__Try it__. Set every entry below down once more, exactly as it stands, without images.
:: Dataset entries ::
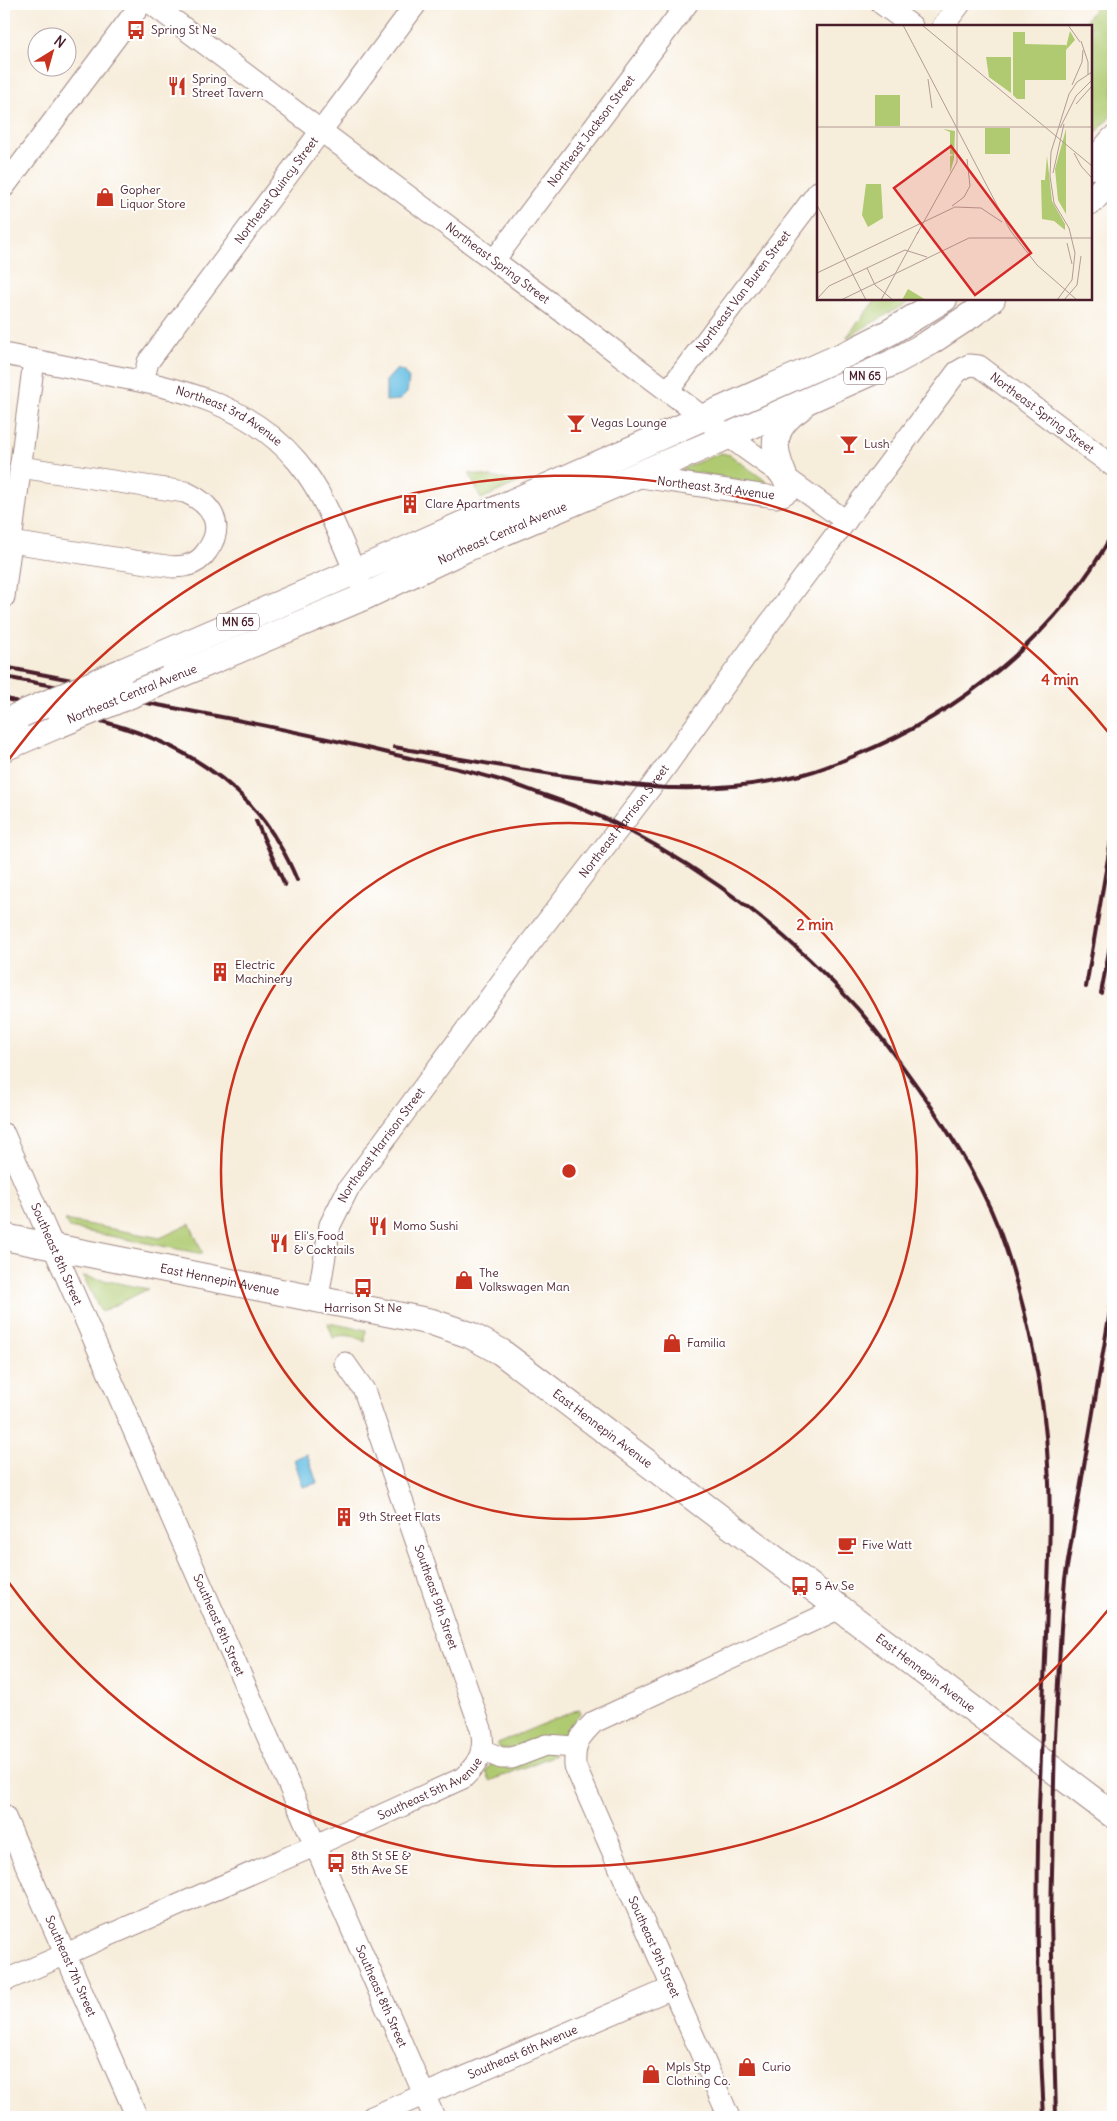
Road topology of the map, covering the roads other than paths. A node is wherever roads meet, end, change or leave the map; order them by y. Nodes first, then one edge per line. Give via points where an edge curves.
1 (141, 4) edge
2 (152, 4) edge
3 (416, 4) edge
4 (687, 4) edge
5 (882, 4) edge
6 (960, 4) edge
7 (911, 25) edge
8 (944, 25) edge
9 (322, 130) junction
10 (1113, 140) edge
11 (1103, 170) edge
12 (4, 187) edge
13 (817, 193) edge
14 (1092, 198) edge
15 (495, 259) junction
16 (942, 300) edge
17 (991, 300) edge
18 (4, 354) edge
19 (34, 360) junction
20 (969, 365) joint
21 (143, 381) junction
22 (668, 391) junction
23 (815, 398) junction
24 (704, 418) junction
25 (728, 436) junction
26 (1113, 466) edge
27 (20, 467) junction
28 (634, 476) junction
29 (790, 481) junction
30 (846, 521) junction
31 (11, 542) junction
32 (354, 572) junction
33 (366, 596) junction
34 (4, 597) edge
35 (13, 719) edge
36 (4, 748) edge
37 (4, 1134) edge
38 (4, 1237) edge
39 (52, 1246) junction
40 (318, 1298) junction
41 (345, 1363) dead end
42 (840, 1608) junction
43 (575, 1747) junction
44 (482, 1750) junction
45 (4, 1815) edge
46 (1113, 1815) edge
47 (314, 1846) junction
48 (65, 1954) junction
49 (4, 1981) edge
50 (672, 1988) junction
51 (424, 2095) junction
52 (137, 2117) edge
53 (372, 2117) edge
54 (434, 2117) edge
55 (729, 2117) edge

1 - 12 street
2 - 9 street, Northeast Spring Street
3 - 9 street, Northeast Quincy Street
4 - 15 street, Northeast Jackson Street
5 - 7 street
6 - 8 street
9 - 15 street, Northeast Spring Street
9 - 21 street, Northeast Quincy Street via 148,362
10 - 11 main road
11 - 14 main road
13 - 22 street, Northeast Van Buren Street
15 - 22 street, Northeast Spring Street
16 - 24 main road, Northeast Central Avenue / MN 65 via 853,351
17 - 23 main road, Northeast Central Avenue / MN 65 via 927,344
18 - 19 street, Northeast 3rd Avenue
19 - 21 street, Northeast 3rd Avenue
19 - 27 street
20 - 26 street, Northeast Spring Street via 979,366
20 - 30 street, Northeast Harrison Street via 957,372
21 - 32 street, Northeast 3rd Avenue via 224,406 264,429 281,444 311,482
22 - 24 street, Northeast Spring Street
23 - 25 main road, Northeast Central Avenue / MN 65
23 - 29 main road via 783,422 777,432 777,460
24 - 25 street, Northeast Spring Street
24 - 32 main road, Northeast Central Avenue / MN 65
25 - 28 main road, Northeast Central Avenue / MN 65
25 - 29 street, Northeast Spring Street
27 - 31 street
27 - 31 street via 185,492 198,498 213,513 217,530 203,557 190,565 172,567
28 - 29 street, Northeast 3rd Avenue via 774,497 783,495
28 - 33 main road, Northeast Central Avenue / MN 65
29 - 30 street, Northeast Spring Street
30 - 40 street, Northeast Harrison Street via 651,787 526,948 348,1189 330,1225
31 - 34 street
32 - 33 street, Northeast 3rd Avenue
32 - 35 main road, Northeast Central Avenue / MN 65, bridge
33 - 36 main road, Northeast Central Avenue / MN 65, bridge
37 - 39 street, Southeast 8th Street
38 - 39 main road, East Hennepin Avenue
39 - 40 main road, East Hennepin Avenue
39 - 47 street, Southeast 8th Street
40 - 42 main road, East Hennepin Avenue via 450,1326 501,1352
41 - 44 street, Southeast 9th Street via 364,1390 481,1729
42 - 43 street via 594,1722
42 - 46 main road, East Hennepin Avenue
43 - 44 street, Southeast 5th Avenue via 546,1745 512,1758 501,1758
43 - 50 street, Southeast 9th Street via 575,1766
44 - 47 street, Southeast 5th Avenue via 477,1765 463,1778
45 - 48 street, Southeast 7th Street
47 - 48 street, Southeast 5th Avenue
47 - 51 street, Southeast 8th Street
48 - 49 street, Southeast 5th Avenue
48 - 52 street, Southeast 7th Street
50 - 51 street, Southeast 6th Avenue
50 - 55 street, Southeast 9th Street
51 - 53 street, Southeast 6th Avenue
51 - 54 street, Southeast 8th Street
:::
__Expected output__.
Road topology of the map, covering the roads other than paths. A node is wherever roads meet, end, change or leave the map; order them by y. Nodes first, then one edge per line. Give via points where an edge curves.
1 (141, 4) edge
2 (152, 4) edge
3 (416, 4) edge
4 (687, 4) edge
5 (882, 4) edge
6 (960, 4) edge
7 (911, 25) edge
8 (944, 25) edge
9 (322, 130) junction
10 (1113, 140) edge
11 (1103, 170) edge
12 (4, 187) edge
13 (817, 193) edge
14 (1092, 198) edge
15 (495, 259) junction
16 (942, 300) edge
17 (991, 300) edge
18 (4, 354) edge
19 (34, 360) junction
20 (969, 365) joint
21 (143, 381) junction
22 (668, 391) junction
23 (815, 398) junction
24 (704, 418) junction
25 (728, 436) junction
26 (1113, 466) edge
27 (20, 467) junction
28 (634, 476) junction
29 (790, 481) junction
30 (846, 521) junction
31 (11, 542) junction
32 (354, 572) junction
33 (366, 596) junction
34 (4, 597) edge
35 (13, 719) edge
36 (4, 748) edge
37 (4, 1134) edge
38 (4, 1237) edge
39 (52, 1246) junction
40 (318, 1298) junction
41 (345, 1363) dead end
42 (840, 1608) junction
43 (575, 1747) junction
44 (482, 1750) junction
45 (4, 1815) edge
46 (1113, 1815) edge
47 (314, 1846) junction
48 (65, 1954) junction
49 (4, 1981) edge
50 (672, 1988) junction
51 (424, 2095) junction
52 (137, 2117) edge
53 (372, 2117) edge
54 (434, 2117) edge
55 (729, 2117) edge

1 - 12 street
2 - 9 street, Northeast Spring Street
3 - 9 street, Northeast Quincy Street
4 - 15 street, Northeast Jackson Street
5 - 7 street
6 - 8 street
9 - 15 street, Northeast Spring Street
9 - 21 street, Northeast Quincy Street via 148,362
10 - 11 main road
11 - 14 main road
13 - 22 street, Northeast Van Buren Street
15 - 22 street, Northeast Spring Street
16 - 24 main road, Northeast Central Avenue / MN 65 via 853,351
17 - 23 main road, Northeast Central Avenue / MN 65 via 927,344
18 - 19 street, Northeast 3rd Avenue
19 - 21 street, Northeast 3rd Avenue
19 - 27 street
20 - 26 street, Northeast Spring Street via 979,366
20 - 30 street, Northeast Harrison Street via 957,372
21 - 32 street, Northeast 3rd Avenue via 224,406 264,429 281,444 311,482
22 - 24 street, Northeast Spring Street
23 - 25 main road, Northeast Central Avenue / MN 65
23 - 29 main road via 783,422 777,432 777,460
24 - 25 street, Northeast Spring Street
24 - 32 main road, Northeast Central Avenue / MN 65
25 - 28 main road, Northeast Central Avenue / MN 65
25 - 29 street, Northeast Spring Street
27 - 31 street
27 - 31 street via 185,492 198,498 213,513 217,530 203,557 190,565 172,567
28 - 29 street, Northeast 3rd Avenue via 774,497 783,495
28 - 33 main road, Northeast Central Avenue / MN 65
29 - 30 street, Northeast Spring Street
30 - 40 street, Northeast Harrison Street via 651,787 526,948 348,1189 330,1225
31 - 34 street
32 - 33 street, Northeast 3rd Avenue
32 - 35 main road, Northeast Central Avenue / MN 65, bridge
33 - 36 main road, Northeast Central Avenue / MN 65, bridge
37 - 39 street, Southeast 8th Street
38 - 39 main road, East Hennepin Avenue
39 - 40 main road, East Hennepin Avenue
39 - 47 street, Southeast 8th Street
40 - 42 main road, East Hennepin Avenue via 450,1326 501,1352
41 - 44 street, Southeast 9th Street via 364,1390 481,1729
42 - 43 street via 594,1722
42 - 46 main road, East Hennepin Avenue
43 - 44 street, Southeast 5th Avenue via 546,1745 512,1758 501,1758
43 - 50 street, Southeast 9th Street via 575,1766
44 - 47 street, Southeast 5th Avenue via 477,1765 463,1778
45 - 48 street, Southeast 7th Street
47 - 48 street, Southeast 5th Avenue
47 - 51 street, Southeast 8th Street
48 - 49 street, Southeast 5th Avenue
48 - 52 street, Southeast 7th Street
50 - 51 street, Southeast 6th Avenue
50 - 55 street, Southeast 9th Street
51 - 53 street, Southeast 6th Avenue
51 - 54 street, Southeast 8th Street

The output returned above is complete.